● Data for this exercise
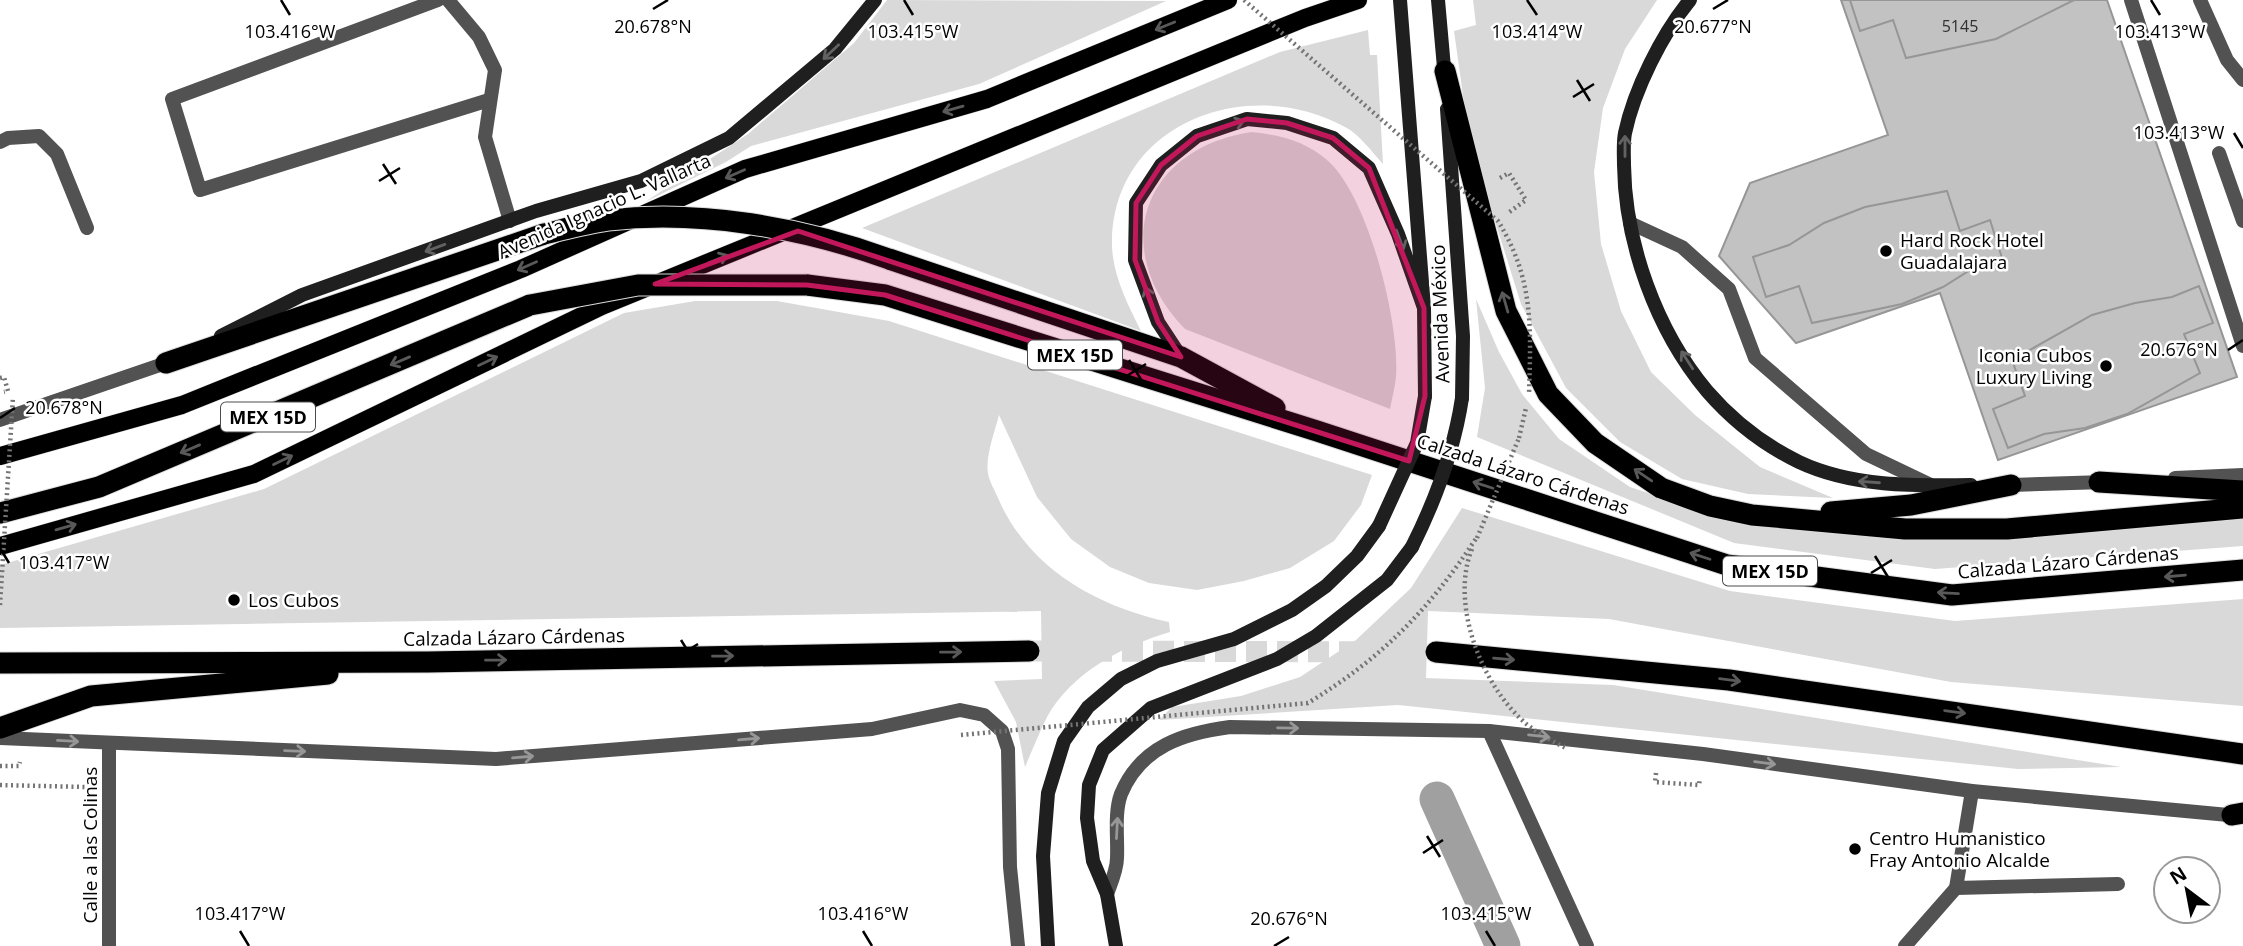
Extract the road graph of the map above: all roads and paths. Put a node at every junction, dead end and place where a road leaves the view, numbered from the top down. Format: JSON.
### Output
{"nodes":[{"id":1,"x":438,"y":0,"type":"edge"},
{"id":2,"x":449,"y":0,"type":"edge"},
{"id":3,"x":875,"y":0,"type":"edge"},
{"id":4,"x":1228,"y":0,"type":"edge"},
{"id":5,"x":1244,"y":0,"type":"edge"},
{"id":6,"x":1358,"y":0,"type":"edge"},
{"id":7,"x":1400,"y":0,"type":"edge"},
{"id":8,"x":1438,"y":0,"type":"edge"},
{"id":9,"x":1690,"y":0,"type":"edge"},
{"id":10,"x":2131,"y":0,"type":"edge"},
{"id":11,"x":2200,"y":0,"type":"edge"},
{"id":12,"x":1445,"y":71,"type":"junction"},
{"id":13,"x":2243,"y":80,"type":"edge"},
{"id":14,"x":489,"y":100,"type":"junction"},
{"id":15,"x":0,"y":142,"type":"edge"},
{"id":16,"x":2219,"y":153,"type":"dead end"},
{"id":17,"x":1509,"y":173,"type":"dead end"},
{"id":18,"x":510,"y":221,"type":"junction"},
{"id":19,"x":1498,"y":221,"type":"junction"},
{"id":20,"x":2243,"y":221,"type":"edge"},
{"id":21,"x":1630,"y":223,"type":"junction"},
{"id":22,"x":87,"y":228,"type":"dead end"},
{"id":23,"x":1424,"y":309,"type":"junction"},
{"id":24,"x":2243,"y":346,"type":"edge"},
{"id":25,"x":1181,"y":357,"type":"junction"},
{"id":26,"x":166,"y":363,"type":"junction"},
{"id":27,"x":0,"y":378,"type":"edge"},
{"id":28,"x":8,"y":391,"type":"dead end"},
{"id":29,"x":13,"y":397,"type":"dead end"},
{"id":30,"x":0,"y":420,"type":"edge"},
{"id":31,"x":1317,"y":431,"type":"junction"},
{"id":32,"x":0,"y":456,"type":"edge"},
{"id":33,"x":2243,"y":475,"type":"edge"},
{"id":34,"x":2099,"y":482,"type":"junction"},
{"id":35,"x":2011,"y":485,"type":"junction"},
{"id":36,"x":1934,"y":486,"type":"junction"},
{"id":37,"x":2243,"y":491,"type":"edge"},
{"id":38,"x":2243,"y":508,"type":"edge"},
{"id":39,"x":0,"y":513,"type":"edge"},
{"id":40,"x":1752,"y":515,"type":"junction"},
{"id":41,"x":1477,"y":537,"type":"junction"},
{"id":42,"x":0,"y":546,"type":"edge"},
{"id":43,"x":2243,"y":570,"type":"edge"},
{"id":44,"x":0,"y":605,"type":"edge"},
{"id":45,"x":1028,"y":651,"type":"tunnel mouth"},
{"id":46,"x":1436,"y":652,"type":"tunnel mouth"},
{"id":47,"x":428,"y":662,"type":"junction"},
{"id":48,"x":0,"y":663,"type":"edge"},
{"id":49,"x":0,"y":728,"type":"edge"},
{"id":50,"x":1489,"y":731,"type":"junction"},
{"id":51,"x":961,"y":736,"type":"dead end"},
{"id":52,"x":0,"y":738,"type":"edge"},
{"id":53,"x":2141,"y":738,"type":"junction"},
{"id":54,"x":2243,"y":741,"type":"edge"},
{"id":55,"x":109,"y":743,"type":"junction"},
{"id":56,"x":1566,"y":748,"type":"dead end"},
{"id":57,"x":2243,"y":754,"type":"edge"},
{"id":58,"x":20,"y":762,"type":"dead end"},
{"id":59,"x":0,"y":766,"type":"edge"},
{"id":60,"x":0,"y":785,"type":"edge"},
{"id":61,"x":109,"y":788,"type":"junction"},
{"id":62,"x":1972,"y":791,"type":"junction"},
{"id":63,"x":2239,"y":815,"type":"edge"},
{"id":64,"x":2118,"y":884,"type":"dead end"},
{"id":65,"x":1956,"y":888,"type":"junction"},
{"id":66,"x":1107,"y":894,"type":"junction"},
{"id":67,"x":109,"y":946,"type":"edge"},
{"id":68,"x":1018,"y":946,"type":"edge"},
{"id":69,"x":1048,"y":946,"type":"edge"},
{"id":70,"x":1116,"y":946,"type":"edge"},
{"id":71,"x":1587,"y":946,"type":"edge"},
{"id":72,"x":1905,"y":946,"type":"edge"}],
"edges":[{"from":1,"to":14,"type":"street"},
{"from":2,"to":14,"type":"street"},
{"from":3,"to":18,"type":"main road","one_way":true},
{"from":4,"to":32,"type":"main road","name":"Avenida Ignacio L. Vallarta","one_way":true},
{"from":5,"to":19,"type":"path","bridge":true},
{"from":42,"to":6,"type":"main road","one_way":true},
{"from":7,"to":23,"type":"main road","name":"Avenida México"},
{"from":8,"to":12,"type":"main road","name":"Avenida México"},
{"from":21,"to":9,"type":"main road","one_way":true},
{"from":10,"to":24,"type":"street"},
{"from":11,"to":13,"type":"street"},
{"from":40,"to":12,"type":"highway","one_way":true},
{"from":12,"to":66,"type":"main road","name":"Avenida México","bridge":true},
{"from":14,"to":18,"type":"street"},
{"from":15,"to":22,"type":"street"},
{"from":16,"to":20,"type":"street"},
{"from":17,"to":19,"type":"path"},
{"from":18,"to":26,"type":"main road","one_way":true},
{"from":19,"to":41,"type":"path","bridge":true},
{"from":21,"to":36,"type":"street"},
{"from":36,"to":21,"type":"main road","one_way":true},
{"from":25,"to":23,"type":"main road","one_way":true},
{"from":23,"to":69,"type":"main road","name":"Avenida México","bridge":true},
{"from":25,"to":26,"type":"highway","bridge":true},
{"from":25,"to":31,"type":"highway"},
{"from":26,"to":30,"type":"street"},
{"from":27,"to":28,"type":"path"},
{"from":29,"to":44,"type":"path","bridge":true},
{"from":31,"to":39,"type":"highway","name":"Calzada Lázaro Cárdenas","number":"MEX 15D","one_way":true,"bridge":true},
{"from":43,"to":31,"type":"highway","name":"Calzada Lázaro Cárdenas","number":"MEX 15D","one_way":true},
{"from":33,"to":34,"type":"street"},
{"from":34,"to":35,"type":"street"},
{"from":34,"to":37,"type":"highway"},
{"from":35,"to":36,"type":"main road"},
{"from":35,"to":40,"type":"highway"},
{"from":38,"to":40,"type":"highway"},
{"from":41,"to":51,"type":"path","bridge":true},
{"from":41,"to":56,"type":"path","bridge":true},
{"from":47,"to":45,"type":"highway","name":"Calzada Lázaro Cárdenas","one_way":true},
{"from":46,"to":53,"type":"highway","one_way":true},
{"from":47,"to":48,"type":"highway","name":"Calzada Lázaro Cárdenas"},
{"from":47,"to":49,"type":"highway"},
{"from":50,"to":62,"type":"street","one_way":true},
{"from":66,"to":50,"type":"street","one_way":true},
{"from":50,"to":71,"type":"street"},
{"from":52,"to":55,"type":"street","one_way":true},
{"from":53,"to":54,"type":"highway"},
{"from":53,"to":57,"type":"highway"},
{"from":55,"to":61,"type":"street","name":"Calle a las Colinas"},
{"from":55,"to":68,"type":"street","one_way":true},
{"from":58,"to":59,"type":"path"},
{"from":60,"to":61,"type":"path"},
{"from":61,"to":67,"type":"street","name":"Calle a las Colinas"},
{"from":62,"to":63,"type":"street"},
{"from":62,"to":65,"type":"street"},
{"from":64,"to":65,"type":"street"},
{"from":65,"to":72,"type":"street"},
{"from":66,"to":70,"type":"main road","name":"Avenida México"}]}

● Problem details
Write out the listing word for word, omitting the pictures it holds.

● Completed exercise
Extract the road graph of the map above: all roads and paths. Put a node at every junction, dead end and place where a road leaves the view, numbered from the top down. Format: JSON.
### Output
{"nodes":[{"id":1,"x":438,"y":0,"type":"edge"},
{"id":2,"x":449,"y":0,"type":"edge"},
{"id":3,"x":875,"y":0,"type":"edge"},
{"id":4,"x":1228,"y":0,"type":"edge"},
{"id":5,"x":1244,"y":0,"type":"edge"},
{"id":6,"x":1358,"y":0,"type":"edge"},
{"id":7,"x":1400,"y":0,"type":"edge"},
{"id":8,"x":1438,"y":0,"type":"edge"},
{"id":9,"x":1690,"y":0,"type":"edge"},
{"id":10,"x":2131,"y":0,"type":"edge"},
{"id":11,"x":2200,"y":0,"type":"edge"},
{"id":12,"x":1445,"y":71,"type":"junction"},
{"id":13,"x":2243,"y":80,"type":"edge"},
{"id":14,"x":489,"y":100,"type":"junction"},
{"id":15,"x":0,"y":142,"type":"edge"},
{"id":16,"x":2219,"y":153,"type":"dead end"},
{"id":17,"x":1509,"y":173,"type":"dead end"},
{"id":18,"x":510,"y":221,"type":"junction"},
{"id":19,"x":1498,"y":221,"type":"junction"},
{"id":20,"x":2243,"y":221,"type":"edge"},
{"id":21,"x":1630,"y":223,"type":"junction"},
{"id":22,"x":87,"y":228,"type":"dead end"},
{"id":23,"x":1424,"y":309,"type":"junction"},
{"id":24,"x":2243,"y":346,"type":"edge"},
{"id":25,"x":1181,"y":357,"type":"junction"},
{"id":26,"x":166,"y":363,"type":"junction"},
{"id":27,"x":0,"y":378,"type":"edge"},
{"id":28,"x":8,"y":391,"type":"dead end"},
{"id":29,"x":13,"y":397,"type":"dead end"},
{"id":30,"x":0,"y":420,"type":"edge"},
{"id":31,"x":1317,"y":431,"type":"junction"},
{"id":32,"x":0,"y":456,"type":"edge"},
{"id":33,"x":2243,"y":475,"type":"edge"},
{"id":34,"x":2099,"y":482,"type":"junction"},
{"id":35,"x":2011,"y":485,"type":"junction"},
{"id":36,"x":1934,"y":486,"type":"junction"},
{"id":37,"x":2243,"y":491,"type":"edge"},
{"id":38,"x":2243,"y":508,"type":"edge"},
{"id":39,"x":0,"y":513,"type":"edge"},
{"id":40,"x":1752,"y":515,"type":"junction"},
{"id":41,"x":1477,"y":537,"type":"junction"},
{"id":42,"x":0,"y":546,"type":"edge"},
{"id":43,"x":2243,"y":570,"type":"edge"},
{"id":44,"x":0,"y":605,"type":"edge"},
{"id":45,"x":1028,"y":651,"type":"tunnel mouth"},
{"id":46,"x":1436,"y":652,"type":"tunnel mouth"},
{"id":47,"x":428,"y":662,"type":"junction"},
{"id":48,"x":0,"y":663,"type":"edge"},
{"id":49,"x":0,"y":728,"type":"edge"},
{"id":50,"x":1489,"y":731,"type":"junction"},
{"id":51,"x":961,"y":736,"type":"dead end"},
{"id":52,"x":0,"y":738,"type":"edge"},
{"id":53,"x":2141,"y":738,"type":"junction"},
{"id":54,"x":2243,"y":741,"type":"edge"},
{"id":55,"x":109,"y":743,"type":"junction"},
{"id":56,"x":1566,"y":748,"type":"dead end"},
{"id":57,"x":2243,"y":754,"type":"edge"},
{"id":58,"x":20,"y":762,"type":"dead end"},
{"id":59,"x":0,"y":766,"type":"edge"},
{"id":60,"x":0,"y":785,"type":"edge"},
{"id":61,"x":109,"y":788,"type":"junction"},
{"id":62,"x":1972,"y":791,"type":"junction"},
{"id":63,"x":2239,"y":815,"type":"edge"},
{"id":64,"x":2118,"y":884,"type":"dead end"},
{"id":65,"x":1956,"y":888,"type":"junction"},
{"id":66,"x":1107,"y":894,"type":"junction"},
{"id":67,"x":109,"y":946,"type":"edge"},
{"id":68,"x":1018,"y":946,"type":"edge"},
{"id":69,"x":1048,"y":946,"type":"edge"},
{"id":70,"x":1116,"y":946,"type":"edge"},
{"id":71,"x":1587,"y":946,"type":"edge"},
{"id":72,"x":1905,"y":946,"type":"edge"}],
"edges":[{"from":1,"to":14,"type":"street"},
{"from":2,"to":14,"type":"street"},
{"from":3,"to":18,"type":"main road","one_way":true},
{"from":4,"to":32,"type":"main road","name":"Avenida Ignacio L. Vallarta","one_way":true},
{"from":5,"to":19,"type":"path","bridge":true},
{"from":42,"to":6,"type":"main road","one_way":true},
{"from":7,"to":23,"type":"main road","name":"Avenida México"},
{"from":8,"to":12,"type":"main road","name":"Avenida México"},
{"from":21,"to":9,"type":"main road","one_way":true},
{"from":10,"to":24,"type":"street"},
{"from":11,"to":13,"type":"street"},
{"from":40,"to":12,"type":"highway","one_way":true},
{"from":12,"to":66,"type":"main road","name":"Avenida México","bridge":true},
{"from":14,"to":18,"type":"street"},
{"from":15,"to":22,"type":"street"},
{"from":16,"to":20,"type":"street"},
{"from":17,"to":19,"type":"path"},
{"from":18,"to":26,"type":"main road","one_way":true},
{"from":19,"to":41,"type":"path","bridge":true},
{"from":21,"to":36,"type":"street"},
{"from":36,"to":21,"type":"main road","one_way":true},
{"from":25,"to":23,"type":"main road","one_way":true},
{"from":23,"to":69,"type":"main road","name":"Avenida México","bridge":true},
{"from":25,"to":26,"type":"highway","bridge":true},
{"from":25,"to":31,"type":"highway"},
{"from":26,"to":30,"type":"street"},
{"from":27,"to":28,"type":"path"},
{"from":29,"to":44,"type":"path","bridge":true},
{"from":31,"to":39,"type":"highway","name":"Calzada Lázaro Cárdenas","number":"MEX 15D","one_way":true,"bridge":true},
{"from":43,"to":31,"type":"highway","name":"Calzada Lázaro Cárdenas","number":"MEX 15D","one_way":true},
{"from":33,"to":34,"type":"street"},
{"from":34,"to":35,"type":"street"},
{"from":34,"to":37,"type":"highway"},
{"from":35,"to":36,"type":"main road"},
{"from":35,"to":40,"type":"highway"},
{"from":38,"to":40,"type":"highway"},
{"from":41,"to":51,"type":"path","bridge":true},
{"from":41,"to":56,"type":"path","bridge":true},
{"from":47,"to":45,"type":"highway","name":"Calzada Lázaro Cárdenas","one_way":true},
{"from":46,"to":53,"type":"highway","one_way":true},
{"from":47,"to":48,"type":"highway","name":"Calzada Lázaro Cárdenas"},
{"from":47,"to":49,"type":"highway"},
{"from":50,"to":62,"type":"street","one_way":true},
{"from":66,"to":50,"type":"street","one_way":true},
{"from":50,"to":71,"type":"street"},
{"from":52,"to":55,"type":"street","one_way":true},
{"from":53,"to":54,"type":"highway"},
{"from":53,"to":57,"type":"highway"},
{"from":55,"to":61,"type":"street","name":"Calle a las Colinas"},
{"from":55,"to":68,"type":"street","one_way":true},
{"from":58,"to":59,"type":"path"},
{"from":60,"to":61,"type":"path"},
{"from":61,"to":67,"type":"street","name":"Calle a las Colinas"},
{"from":62,"to":63,"type":"street"},
{"from":62,"to":65,"type":"street"},
{"from":64,"to":65,"type":"street"},
{"from":65,"to":72,"type":"street"},
{"from":66,"to":70,"type":"main road","name":"Avenida México"}]}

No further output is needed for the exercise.